If these behaviors sound challenging to adopt, that’s because they are – which is why not everyone is a “superforecaster”. But one of Tetlock’s key points is that these aren’t innate skills: they can be both taught and learned. A 60-minute tutorial on the traits of high-performance predictors increased participants’ accuracy by about 10 percent over the course of the entire subsequent year. That may not sound like a big deal, but compounded over time, it would yield a huge impact from a relatively low-effort intervention – one that may be within reach not only of most individuals, but of many organizations as well. In fact, based on these data alone, Tetlock’s “Ten Commandments For Aspiring Superforecasters” should probably have a place of honor in most business meeting rooms, right next to (or in place of?) the ubiquitous “corporate values” posters.

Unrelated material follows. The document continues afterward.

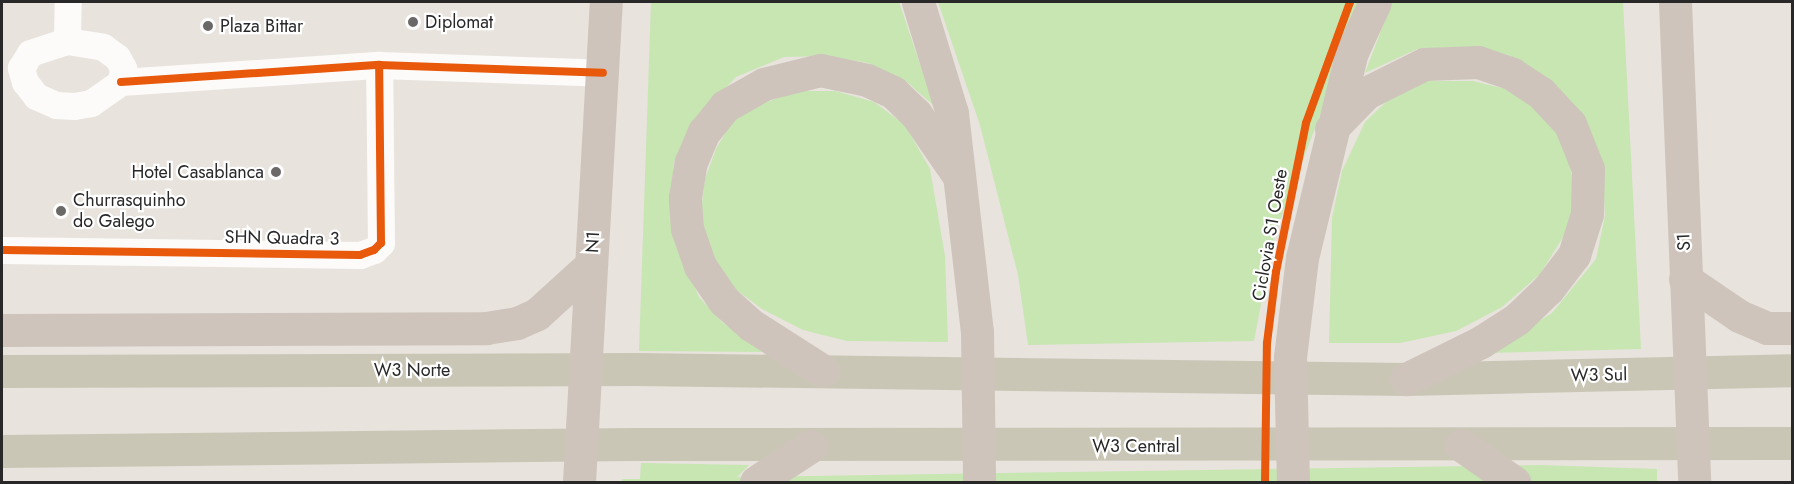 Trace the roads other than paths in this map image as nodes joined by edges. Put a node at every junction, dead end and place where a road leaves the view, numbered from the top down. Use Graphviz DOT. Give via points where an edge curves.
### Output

So, companies may be able to nurture more “superforecasters” – but how can they maximize their impact within the organization? One logical strategy might be to assemble these lone-wolf prediction savants into “superteams” – and in fact, coalitions of the highest-performing predictors did outperform individual “superforecasters”. However, this was only true if the groups also had additional attributes, like a “culture of sharing” and diligent attention to avoiding “groupthink” among their members, none of which can be taken for granted, especially in a large organization. “A busy executive might think “I want some of those” and imagine the recipe is straightforward,” Tetlock wryly observes about these “superteams”. “Sadly, it isn’t that simple.” A bigger question for companies is whether even individual “superforecasters” could survive the toxic trappings of modern corporate life. The GJP’s experimental bubble lacked the competitive promotion policies, dysfunctional managers, bonus-defining annual reviews and forced rankings that complicate the pure, single-minded quest for fact-based decision-making in many organizations. All too often, as Tetlock ruefully notes, “the goal of forecasting is not to see what’s coming. It is to advance the interest of the forecaster and the forecaster’s tribe,” [original emphasis] and it’s likely many would find it difficult to reconcile the key tenets of “superforecasting” with their personal and professional aspirations.

This challenge is perhaps most pronounced at the highest levels of management, where there is a perceived (and possibly quite real) conflict between thoughtful, humble open-mindedness and decisive leadership. In a chapter aptly-titled “The Leader’s Dilemma," Tetlock describes how the German Wehrmacht harmonized those divergent mandates by eschewing rigid top-down control in favor of a system where senior leaders set the strategic course, but empowered troops in the field to use their best powers of fact-based analysis and judgment to make decisions on the fly. Tetlock suggests (with all appropriate apologies and caveats) that this could be a path forward in modern organizations – which is logical, but neither particularly novel nor supported by any new experimental data from the GJP. Although this chapter on reconciling “superforecasting” with the challenges of leadership is pleasing to read, it’s more anecdotal than analytical – and thus somewhat less satisfying than the rest of the book.

But these difficulties don’t make the main findings of Superforecasting any less relevant in the corporate world. To the contrary, Tetlock’s book shows that good analytical judgment depends not on any external trappings of expertise, but on a set of discrete skills and approaches that can be learned and taught – and any business that is serious about improving the quality of its decision-making should invest in discussing and disseminating its key messages. It's not easy to create analytical powerhouses, but Superforecasting could be the foundation to help individuals and organizations bring more rigor to how they use data to predict the future.

[Disclosure: Thanks to Crown Publishing for generously providing me with a review copy of Superforecasting.]